An Analysis Using Tableau, SQL, BigQuery, and R
Lauren Holstein
2023-11-01
Project Overview
Pokémon, the popular monster-collecting franchise, centers around fictional creatures that possess different stat values, including Attack, Defense, Hit Points, Speed, and more. Each Pokémon is also categorized as a Type, such as Water, Rock, Dragon, etc. There are hundreds of Pokémon, cataloged by these stats in the Pokémon dataset–or the Pokédex, as it’s called in the Pokéverse.
Problem
I’ve been hired by a Pokémon trainer to help them build a team with well-balanced stats.

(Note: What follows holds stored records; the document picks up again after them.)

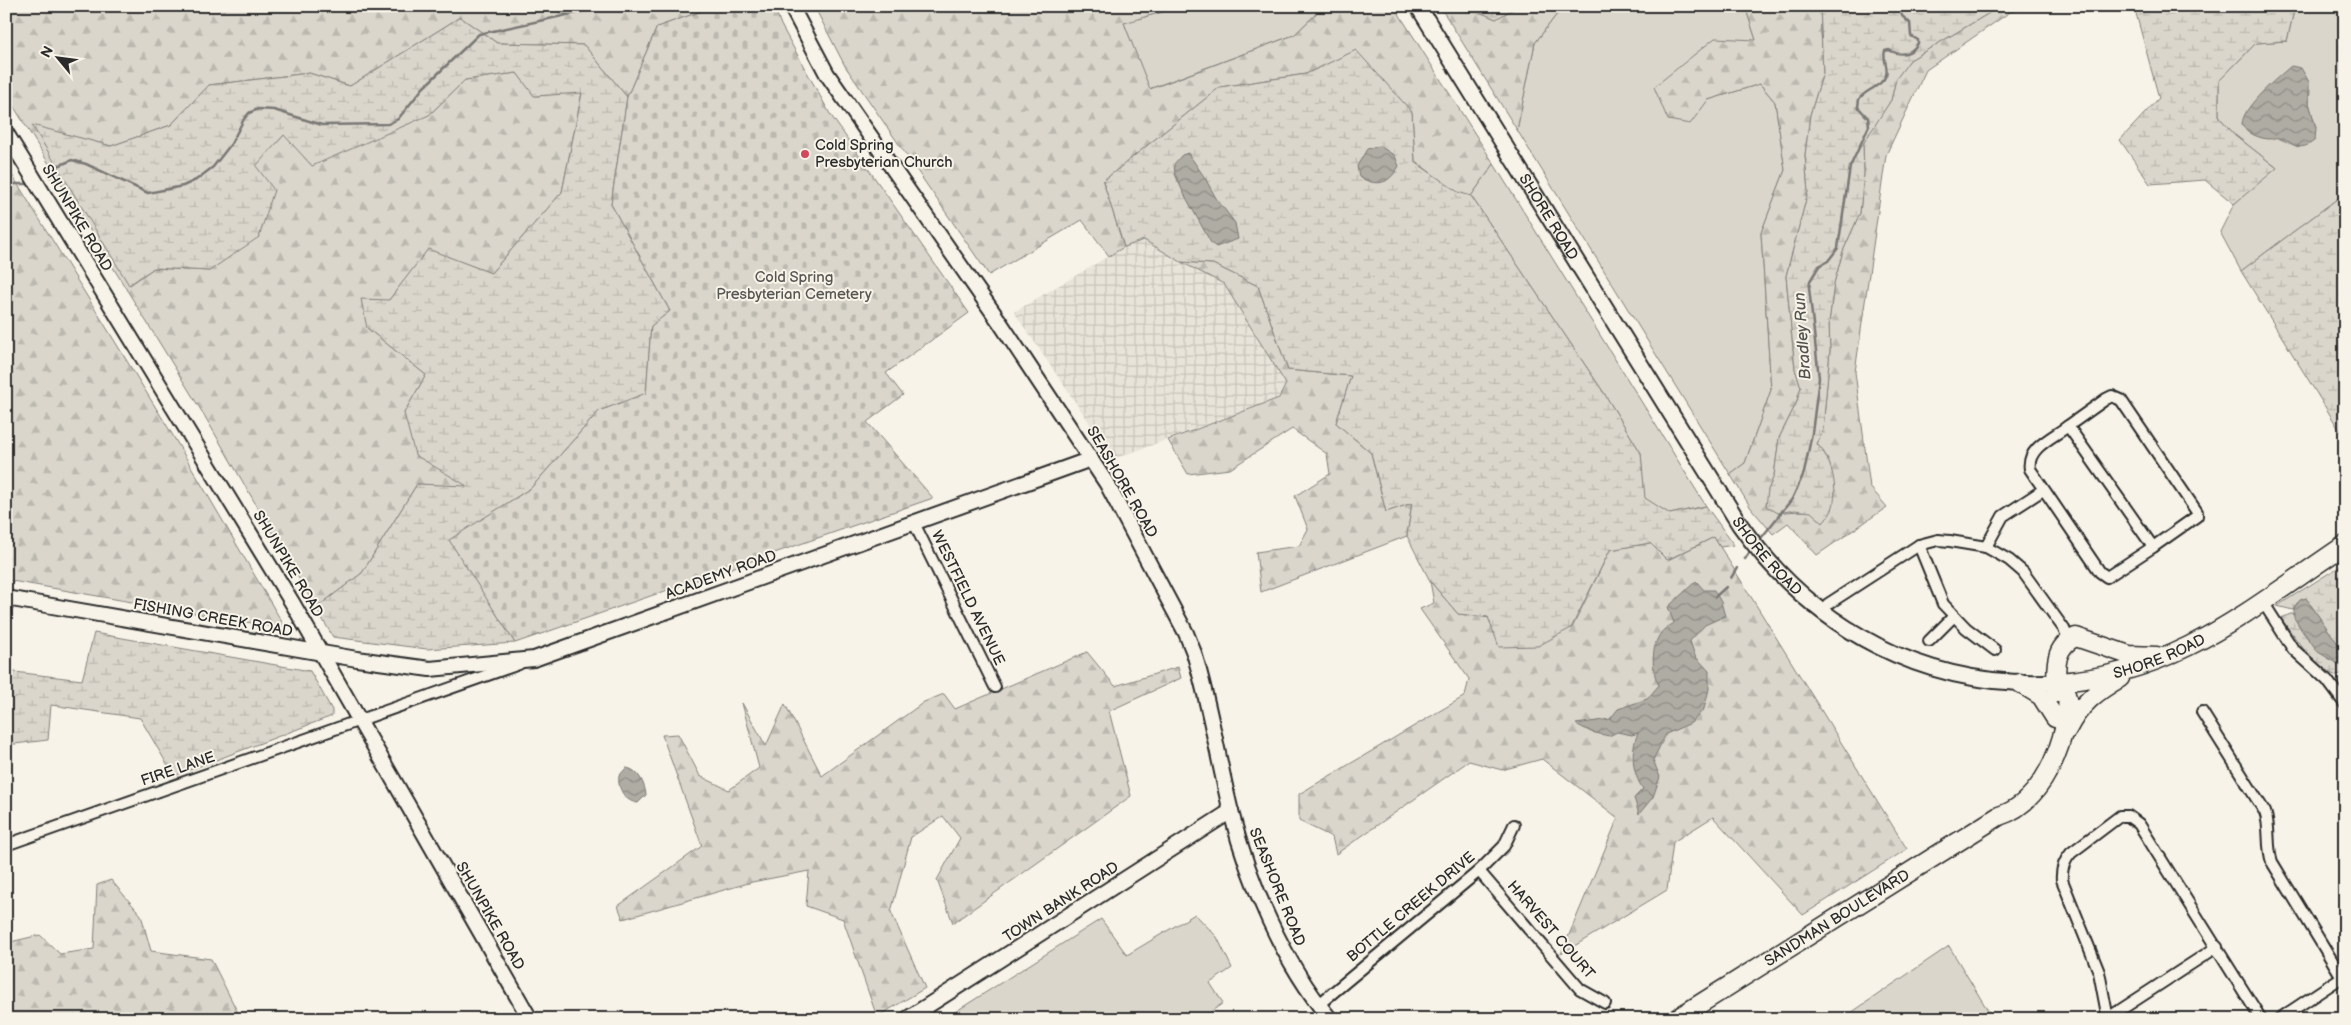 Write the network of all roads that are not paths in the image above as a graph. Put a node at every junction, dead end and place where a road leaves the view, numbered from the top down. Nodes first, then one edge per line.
1 (791, 6) edge
2 (1418, 6) edge
3 (6, 133) edge
4 (2068, 426) junction
5 (1091, 459) junction
6 (2043, 490) junction
7 (914, 524) junction
8 (2345, 544) edge
9 (1919, 545) junction
10 (1986, 547) junction
11 (2153, 547) junction
12 (6, 598) edge
13 (2263, 602) junction
14 (1821, 612) junction
15 (1953, 617) junction
16 (2069, 640) junction
17 (1929, 641) dead end
18 (1995, 650) dead end
19 (321, 653) junction
20 (2168, 656) junction
21 (534, 659) junction
22 (2135, 668) junction
23 (2056, 682) junction
24 (2020, 683) junction
25 (995, 687) dead end
26 (2345, 704) edge
27 (2202, 712) dead end
28 (2055, 718) junction
29 (360, 720) junction
30 (2060, 746) junction
31 (1231, 811) junction
32 (1999, 816) junction
33 (1514, 825) dead end
34 (6, 845) edge
35 (1479, 870) junction
36 (2217, 947) junction
37 (2344, 976) edge
38 (1606, 1003) dead end
39 (1318, 1005) junction
40 (2108, 1018) edge
41 (530, 1019) edge
42 (907, 1019) edge
43 (1330, 1019) edge
44 (1676, 1019) edge
45 (2261, 1019) edge
46 (2279, 1019) edge

1 - 5 street, SEASHORE ROAD
2 - 14 main road, SHORE ROAD
3 - 19 street, SHUNPIKE ROAD
4 - 6 street
4 - 11 street
4 - 11 street
5 - 7 street, ACADEMY ROAD
5 - 31 street, SEASHORE ROAD
6 - 10 street
6 - 11 street
7 - 21 street, ACADEMY ROAD
7 - 25 street, WESTFIELD AVENUE
8 - 13 highway, SHORE ROAD
9 - 10 street
9 - 14 street
9 - 15 street
10 - 16 street
12 - 19 street, FISHING CREEK ROAD
13 - 20 highway, SHORE ROAD
13 - 26 street
14 - 24 main road, SHORE ROAD
15 - 17 street
15 - 18 street
16 - 20 highway
16 - 23 highway
19 - 21 street, FISHING CREEK ROAD
19 - 29 street, SHUNPIKE ROAD
20 - 22 highway, SHORE ROAD
21 - 29 street, ACADEMY ROAD
22 - 23 highway, SHORE ROAD
22 - 30 highway
23 - 24 main road, SHORE ROAD
23 - 28 highway, SANDMAN BOULEVARD
23 - 30 highway, SANDMAN BOULEVARD
24 - 28 highway
27 - 37 street
28 - 32 highway, SANDMAN BOULEVARD
29 - 34 street, FIRE LANE
29 - 41 street, SHUNPIKE ROAD
30 - 32 highway, SANDMAN BOULEVARD
31 - 39 street, SEASHORE ROAD
31 - 42 street, TOWN BANK ROAD
32 - 44 highway, SANDMAN BOULEVARD
33 - 35 street, BOTTLE CREEK DRIVE
35 - 38 street, HARVEST COURT
35 - 39 street, BOTTLE CREEK DRIVE
36 - 40 street
36 - 40 street
36 - 45 street
37 - 46 street
39 - 43 street, SEASHORE ROAD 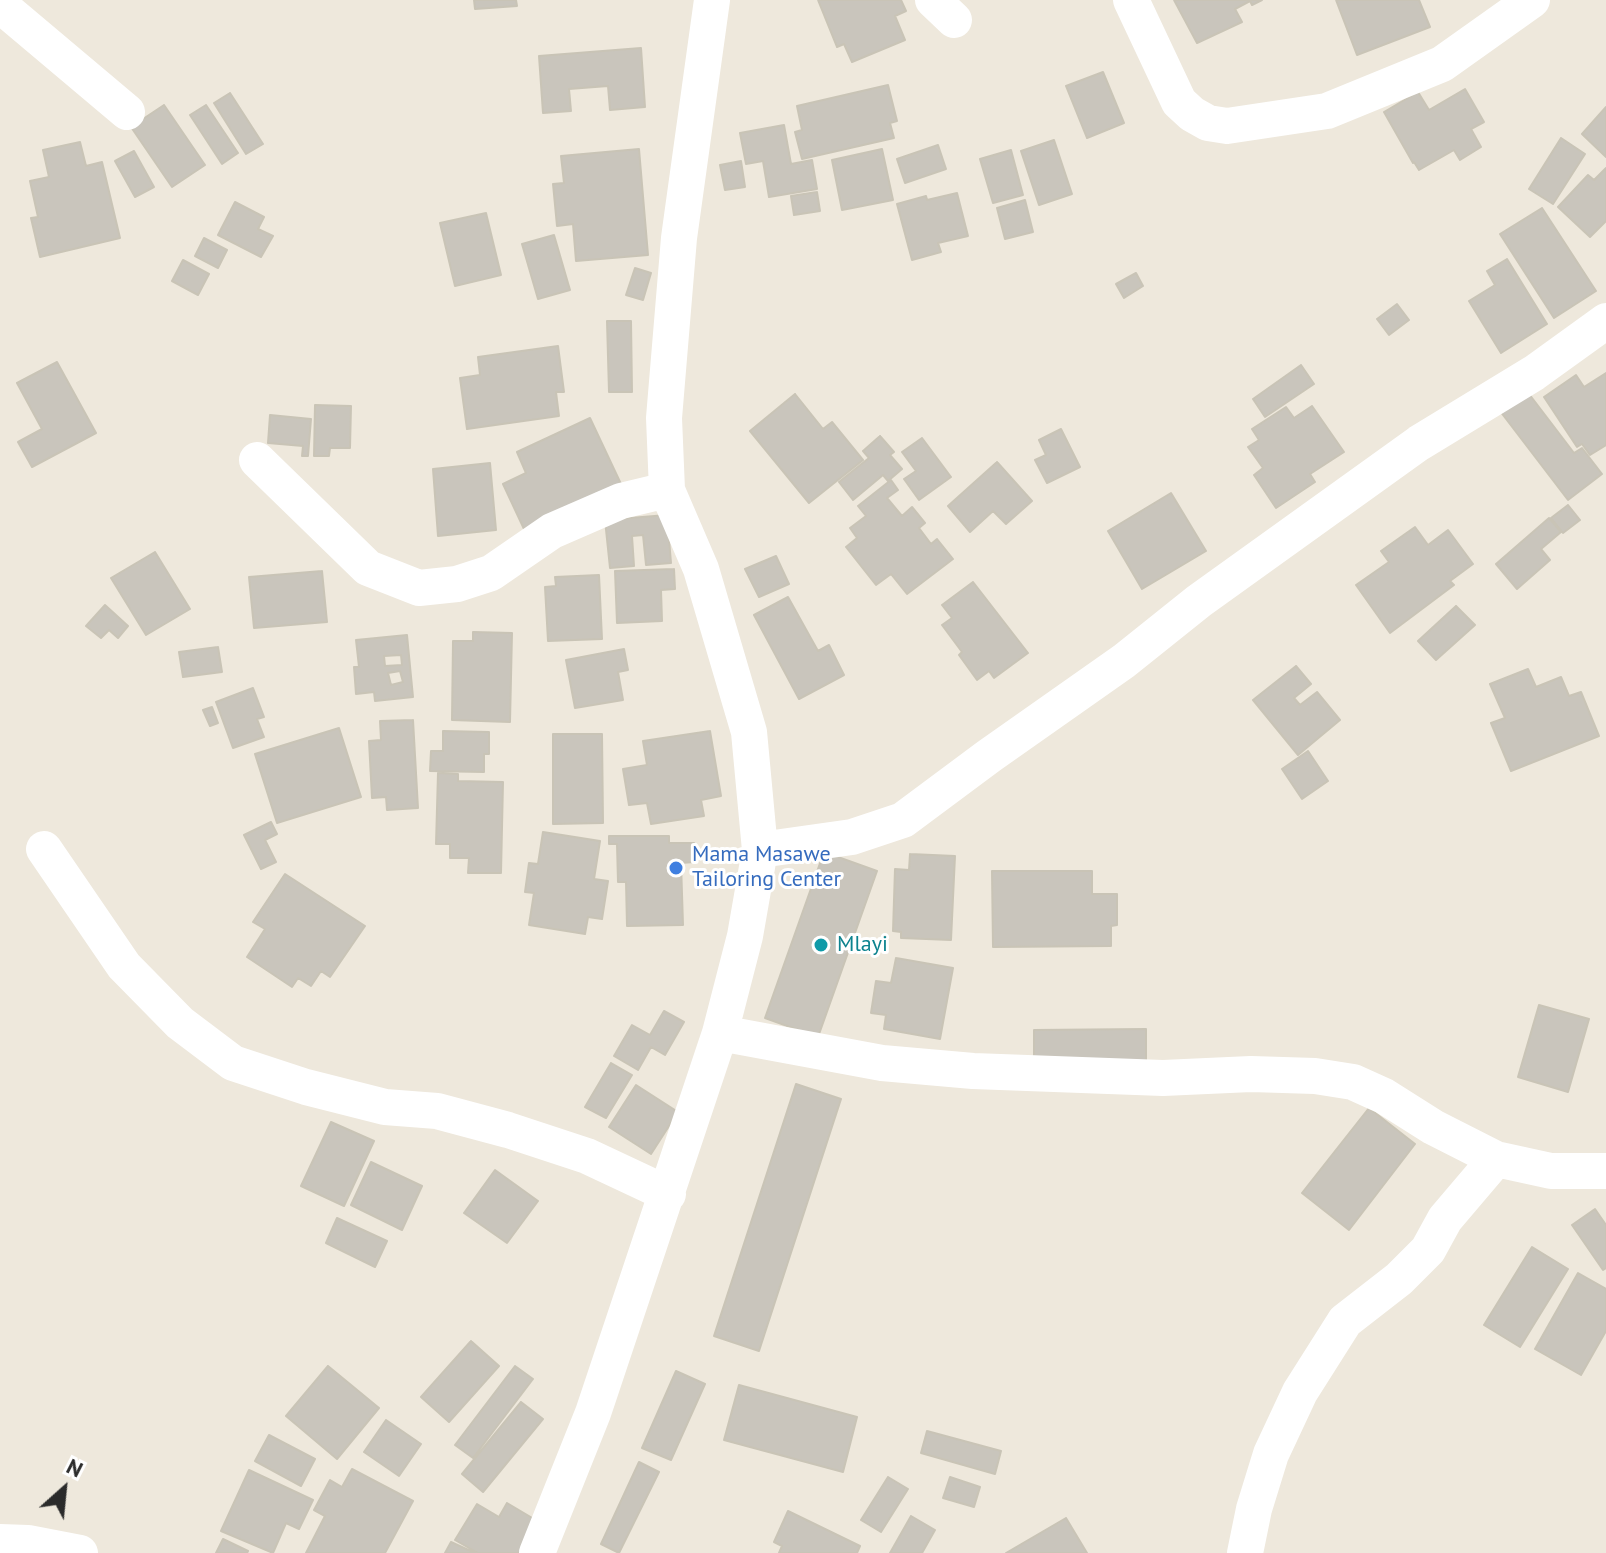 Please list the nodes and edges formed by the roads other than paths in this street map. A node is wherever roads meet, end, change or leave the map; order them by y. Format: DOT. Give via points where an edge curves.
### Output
graph roads {
  1 [pos="712,0"];
  2 [pos="1131,0"];
  3 [pos="1532,0"];
  4 [pos="0,5"];
  5 [pos="127,112"];
  6 [pos="1606,321"];
  7 [pos="257,460"];
  8 [pos="667,490"];
  9 [pos="44,849"];
  10 [pos="760,850"];
  11 [pos="720,1033"];
  12 [pos="1496,1159"];
  13 [pos="1606,1171"];
  14 [pos="668,1194"];
  15 [pos="0,1542"];
  16 [pos="80,1553"];
  17 [pos="537,1553"];
  18 [pos="1245,1553"];
  1 -- 8 [label="street" via="679,238 664,418"];
  2 -- 3 [label="street" via="1179,102 1208,123 1227,126 1327,111 1428,70"];
  4 -- 5 [label="street"];
  6 -- 10 [label="street" via="1534,373 1419,443 903,820 852,837"];
  7 -- 8 [label="street" via="368,568 419,588 491,573 552,531 621,501"];
  8 -- 10 [label="street" via="701,569 749,732"];
  9 -- 14 [label="street" via="124,966 180,1023 233,1063 385,1107 437,1111 508,1130 587,1156"];
  10 -- 11 [label="street"];
  11 -- 12 [label="street" via="882,1063 973,1071 1163,1078 1251,1074 1353,1082"];
  11 -- 14 [label="street"];
  12 -- 13 [label="street" via="1551,1171"];
  12 -- 18 [label="street" via="1445,1219 1428,1250 1345,1321 1300,1392 1271,1454"];
  14 -- 17 [label="street" via="593,1413"];
  15 -- 16 [label="street"];
}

My client wants to know which Type has the highest average stat in the categories of Attack, Defense, Hit Points, and Speed so they can choose one of each Type for their team.
They do not necessarily want to choose the Pokémon with the highest stat in each category for their team; instead, they would rather leave room for creativity and personal preference when it comes to choosing a balanced selection of Pokémon.
They would, however, like to know which Pokémon has the highest Attack rating from both the first generation of Pokémon and the overall Pokédex.
Data Overview
Source
I downloaded this dataset in spreadsheet format from Tableau’s selection of sample data. Pokémon sprite images were sourced from Pokemondb.net.
Data Limitations
The dataset does not contain all Pokémon as of 2023, but it was sufficient for my purposes of analyzing the earlier generations of Pokémon and creating visualizations.
Comparing Pokémon gets highly complex when you consider factors like Type matchups and move sets; for simplicity’s sake in this exercise, I am only considering the stats of Attack, Defense, Speed, and Hit Points as they relate to Type.
Data Analysis
Using Scatterplots to Compare Types
Through my analysis, I wanted to determine how different Pokémon Types compared in stats. Using Tableau, I created visualizations and dashboards that displayed various aspects of the Pokémon dataset grouped by Type.
To easily compare Types, I created scatterplots in Tableau.
There are 18 different Types of Pokémon; including all of them on a single visualization made it too busy, so instead I compared several Types at a time to gain a high-level idea of how the different stats compared.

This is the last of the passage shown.